> _How to complete this task_
Copy word for word the lines of the records below, beginning at the one with "thumb cmc: (156, 206)" and finishing at the one with "middle mcp: (125, 128)", ends included, but none of the pictures.

> _Images with bounding boxes_

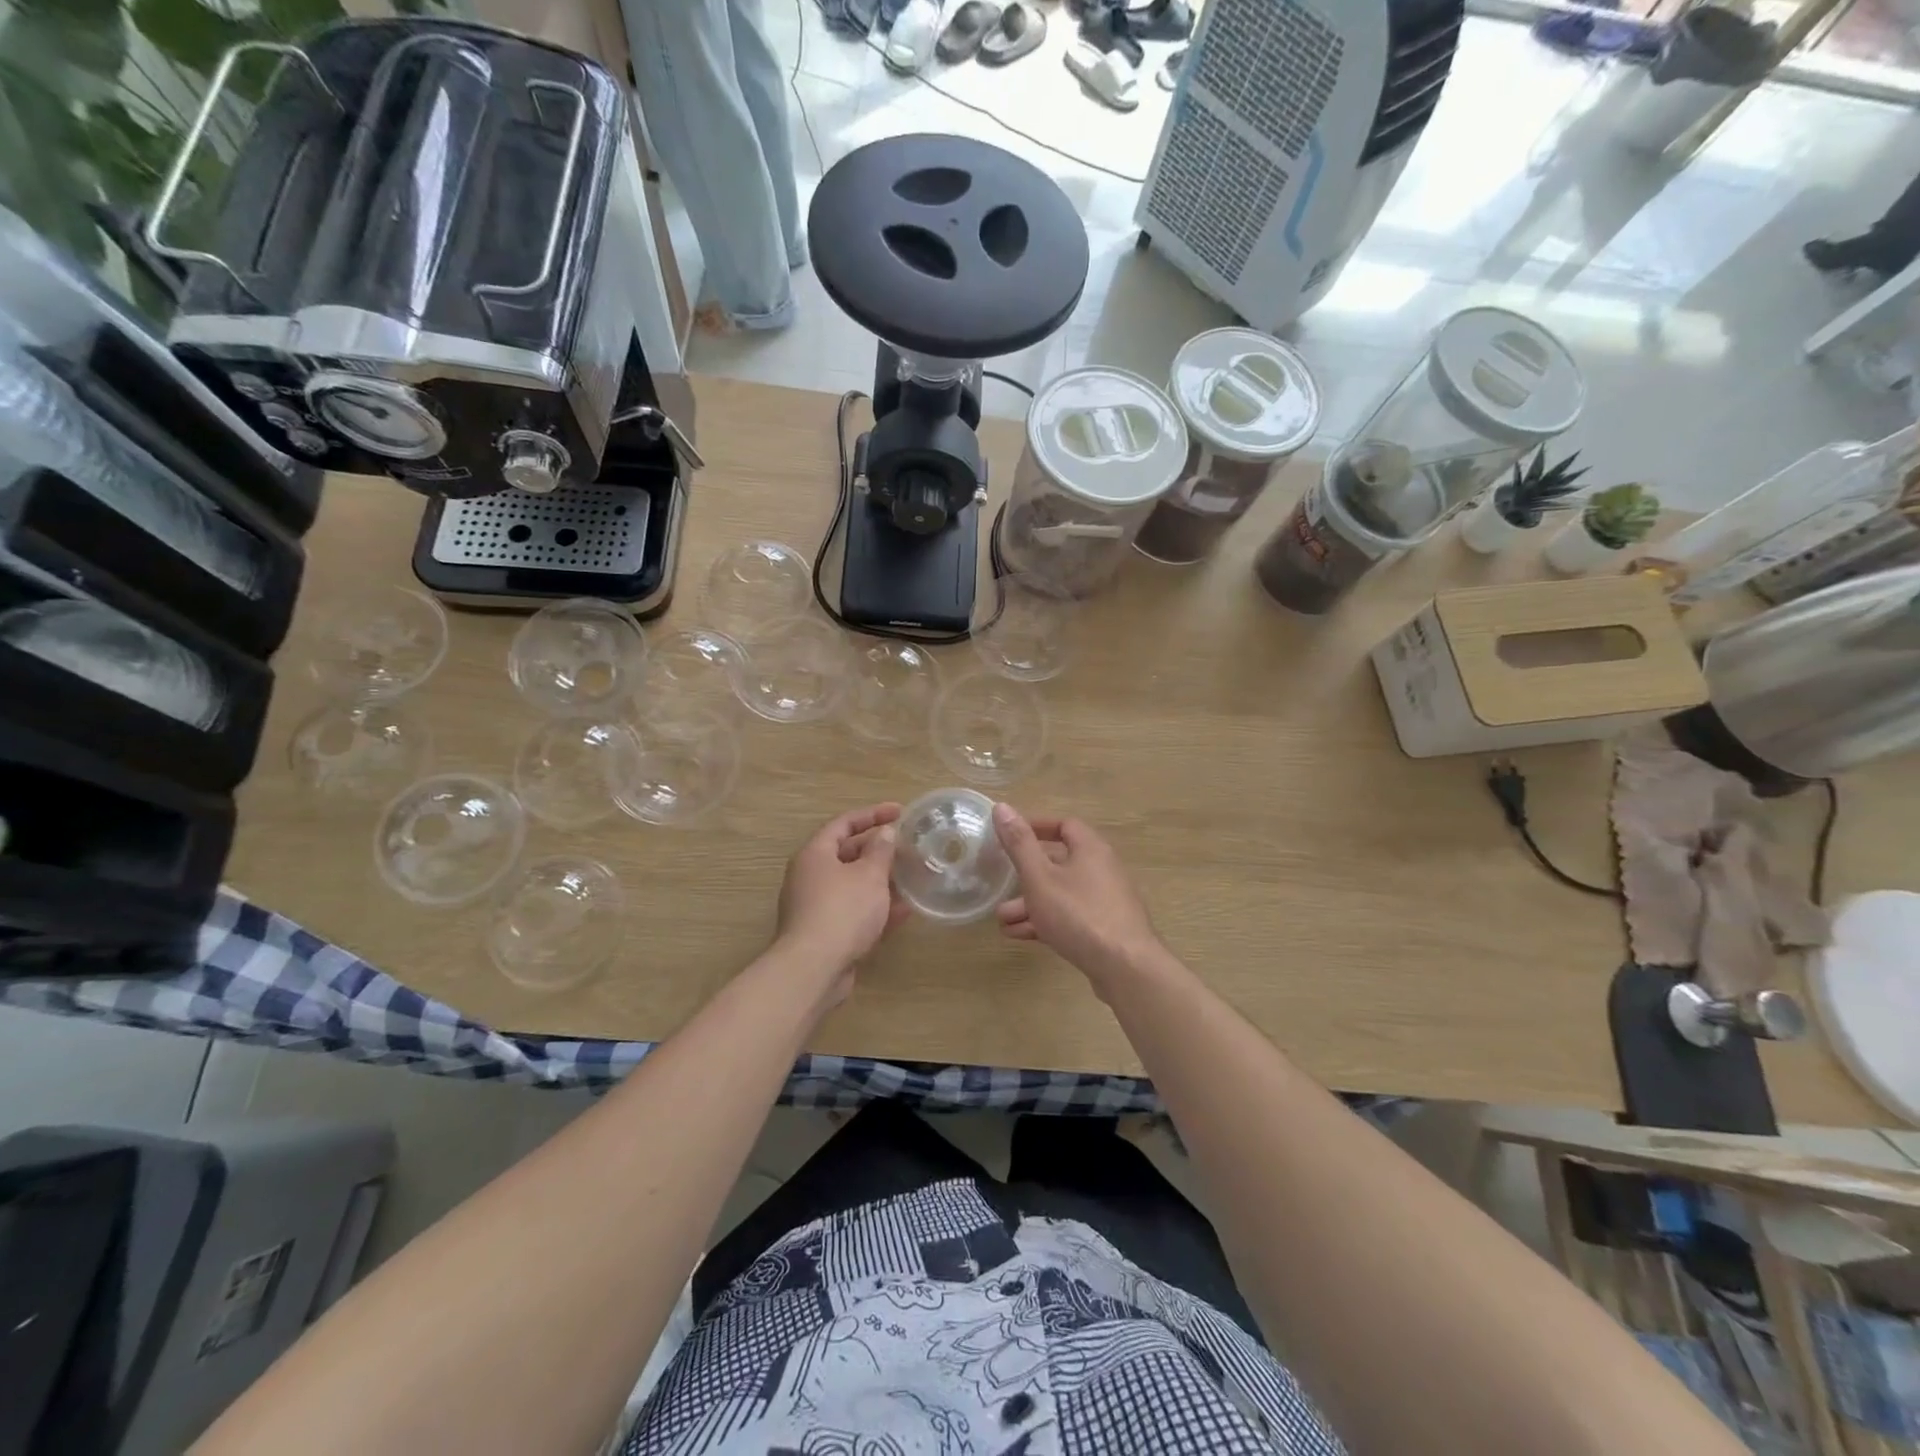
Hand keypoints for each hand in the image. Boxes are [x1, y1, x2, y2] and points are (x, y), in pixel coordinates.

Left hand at [775, 803, 908, 998]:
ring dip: (881, 881)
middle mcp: (811, 876)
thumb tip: (884, 833)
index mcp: (815, 854)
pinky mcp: (826, 933)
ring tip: (912, 877)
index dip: (873, 814)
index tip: (900, 811)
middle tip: (908, 846)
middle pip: (847, 854)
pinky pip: (854, 912)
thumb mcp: (869, 874)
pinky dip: (877, 909)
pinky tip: (904, 912)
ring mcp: (816, 906)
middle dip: (879, 850)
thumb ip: (880, 851)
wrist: (814, 969)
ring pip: (853, 885)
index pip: (844, 823)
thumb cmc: (842, 910)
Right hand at [991, 803, 1163, 986]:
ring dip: (1030, 903)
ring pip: (1061, 894)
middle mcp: (1101, 869)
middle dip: (1025, 874)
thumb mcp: (1040, 877)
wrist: (1126, 968)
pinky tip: (1018, 935)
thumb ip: (1019, 844)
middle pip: (1059, 862)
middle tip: (1000, 882)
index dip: (1036, 827)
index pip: (1064, 825)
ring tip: (1001, 920)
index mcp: (1090, 849)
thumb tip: (1002, 807)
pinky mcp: (1104, 929)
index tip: (1009, 836)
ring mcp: (1105, 901)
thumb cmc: (1079, 914)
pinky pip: (1069, 916)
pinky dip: (1045, 921)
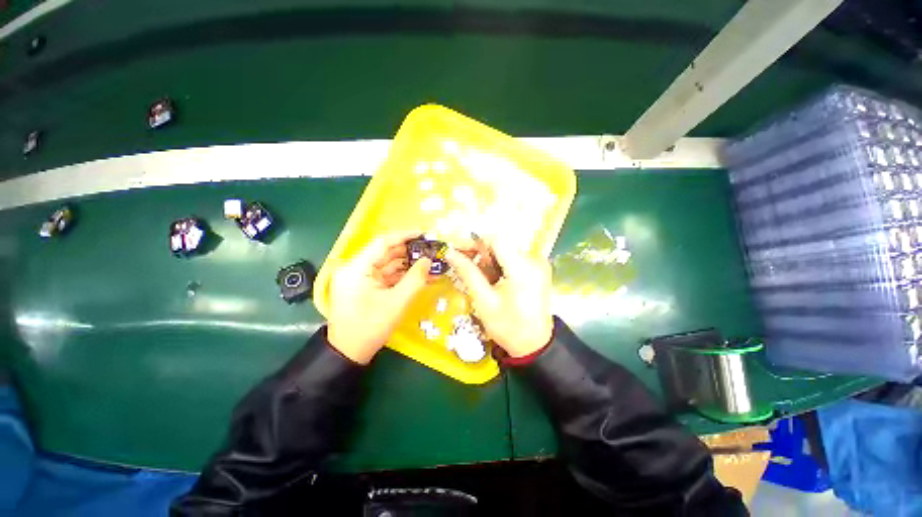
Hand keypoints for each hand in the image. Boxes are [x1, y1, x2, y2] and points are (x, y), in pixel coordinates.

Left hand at [327, 232, 431, 364]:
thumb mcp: (396, 302)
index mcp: (357, 267)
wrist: (349, 353)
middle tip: (431, 250)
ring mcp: (362, 278)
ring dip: (409, 264)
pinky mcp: (367, 286)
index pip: (382, 243)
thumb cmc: (370, 327)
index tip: (423, 233)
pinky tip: (420, 275)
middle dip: (410, 252)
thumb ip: (415, 279)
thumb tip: (428, 260)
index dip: (404, 236)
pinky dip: (403, 276)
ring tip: (430, 263)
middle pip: (387, 253)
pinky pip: (388, 276)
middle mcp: (357, 268)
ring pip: (389, 264)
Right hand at [445, 242, 553, 357]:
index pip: (496, 239)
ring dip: (488, 260)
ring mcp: (538, 265)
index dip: (474, 241)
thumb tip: (450, 253)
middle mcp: (534, 261)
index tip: (457, 250)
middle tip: (461, 263)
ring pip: (506, 251)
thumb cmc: (508, 327)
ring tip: (477, 277)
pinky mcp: (538, 270)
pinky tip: (491, 280)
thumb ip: (468, 273)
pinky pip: (513, 259)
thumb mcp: (484, 301)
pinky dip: (498, 265)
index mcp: (523, 269)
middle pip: (501, 244)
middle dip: (479, 252)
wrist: (534, 346)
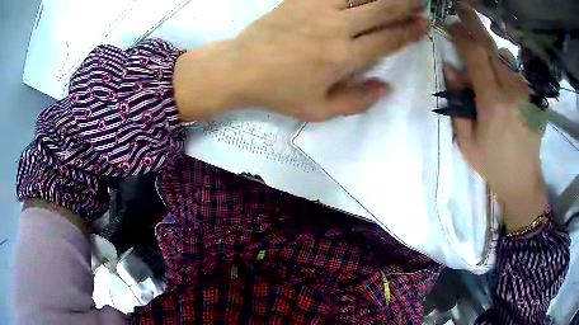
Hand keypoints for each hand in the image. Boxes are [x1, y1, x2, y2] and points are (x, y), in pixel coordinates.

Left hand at [174, 0, 427, 121]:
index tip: (424, 24)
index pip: (388, 39)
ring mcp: (316, 8)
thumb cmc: (279, 92)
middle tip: (421, 3)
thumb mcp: (318, 110)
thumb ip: (356, 101)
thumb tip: (386, 88)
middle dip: (405, 5)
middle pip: (380, 9)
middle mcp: (335, 28)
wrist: (240, 68)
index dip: (410, 31)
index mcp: (343, 57)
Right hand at [444, 5, 548, 230]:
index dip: (462, 36)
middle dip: (475, 25)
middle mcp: (511, 92)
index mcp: (493, 104)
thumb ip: (459, 104)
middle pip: (492, 48)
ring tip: (480, 49)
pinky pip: (515, 70)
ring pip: (505, 56)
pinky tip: (498, 70)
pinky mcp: (531, 97)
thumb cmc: (492, 164)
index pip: (476, 56)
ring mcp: (524, 93)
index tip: (450, 24)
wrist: (523, 180)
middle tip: (462, 9)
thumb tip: (451, 70)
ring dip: (490, 47)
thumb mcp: (467, 141)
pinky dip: (504, 63)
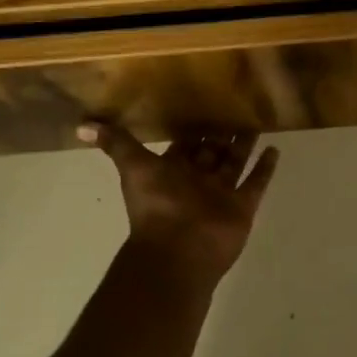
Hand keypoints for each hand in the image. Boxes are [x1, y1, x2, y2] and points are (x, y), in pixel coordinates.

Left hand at [79, 124, 278, 284]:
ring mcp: (221, 195)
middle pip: (212, 153)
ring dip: (244, 145)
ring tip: (257, 120)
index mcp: (172, 172)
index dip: (191, 129)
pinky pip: (256, 183)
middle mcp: (197, 181)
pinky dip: (265, 168)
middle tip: (236, 106)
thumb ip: (115, 143)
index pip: (184, 145)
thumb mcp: (133, 167)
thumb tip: (81, 124)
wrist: (177, 252)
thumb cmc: (156, 206)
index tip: (203, 104)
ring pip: (235, 164)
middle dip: (221, 134)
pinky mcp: (242, 207)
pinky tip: (275, 148)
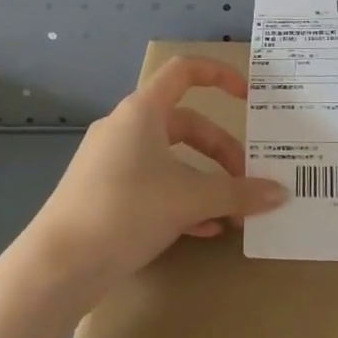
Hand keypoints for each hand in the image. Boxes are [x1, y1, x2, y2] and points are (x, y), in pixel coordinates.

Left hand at [24, 56, 286, 302]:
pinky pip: (153, 186)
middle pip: (185, 124)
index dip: (220, 76)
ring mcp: (111, 162)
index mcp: (142, 111)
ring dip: (204, 181)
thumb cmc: (125, 211)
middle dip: (221, 151)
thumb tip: (280, 193)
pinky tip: (204, 230)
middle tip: (246, 181)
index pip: (184, 71)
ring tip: (231, 213)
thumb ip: (238, 193)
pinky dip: (181, 200)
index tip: (249, 97)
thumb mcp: (189, 199)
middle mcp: (125, 128)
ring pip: (170, 159)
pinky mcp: (104, 194)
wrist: (57, 266)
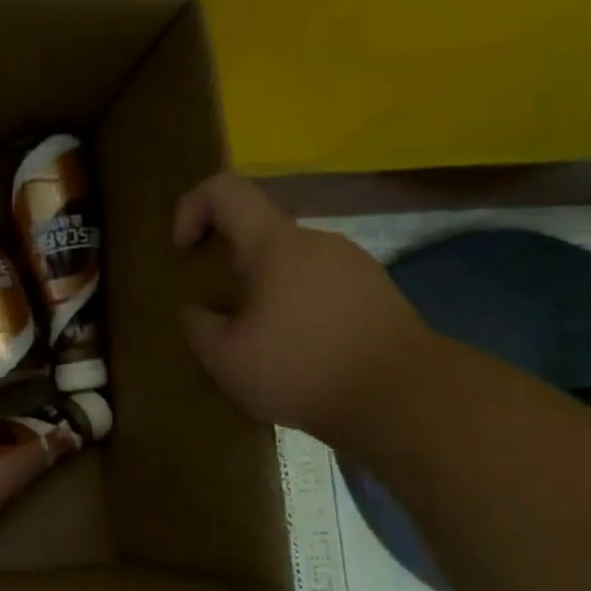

> _Response_
thumb cmc: (156, 206)
index tip: (203, 104)
ring pip: (235, 164)
middle dip: (221, 134)
pinky mcp: (242, 207)
pinky tip: (275, 148)
Hand keypoints for each hand in the image. Boxes are [x1, y1, x2, y2] and points are (x, y), in pixel coordinates.

Left hand at [24, 56, 286, 302]:
pinky pip: (153, 186)
middle pip: (185, 124)
index dip: (220, 76)
ring mcp: (111, 162)
index mcp: (142, 111)
ring dip: (204, 181)
thumb cmc: (125, 211)
middle dip: (221, 151)
thumb tip: (280, 193)
pinky tip: (204, 230)
middle tip: (246, 181)
index pip: (184, 71)
ring tip: (231, 213)
thumb ip: (238, 193)
pinky dip: (181, 200)
index tip: (249, 97)
thumb mcp: (189, 199)
middle mcp: (125, 128)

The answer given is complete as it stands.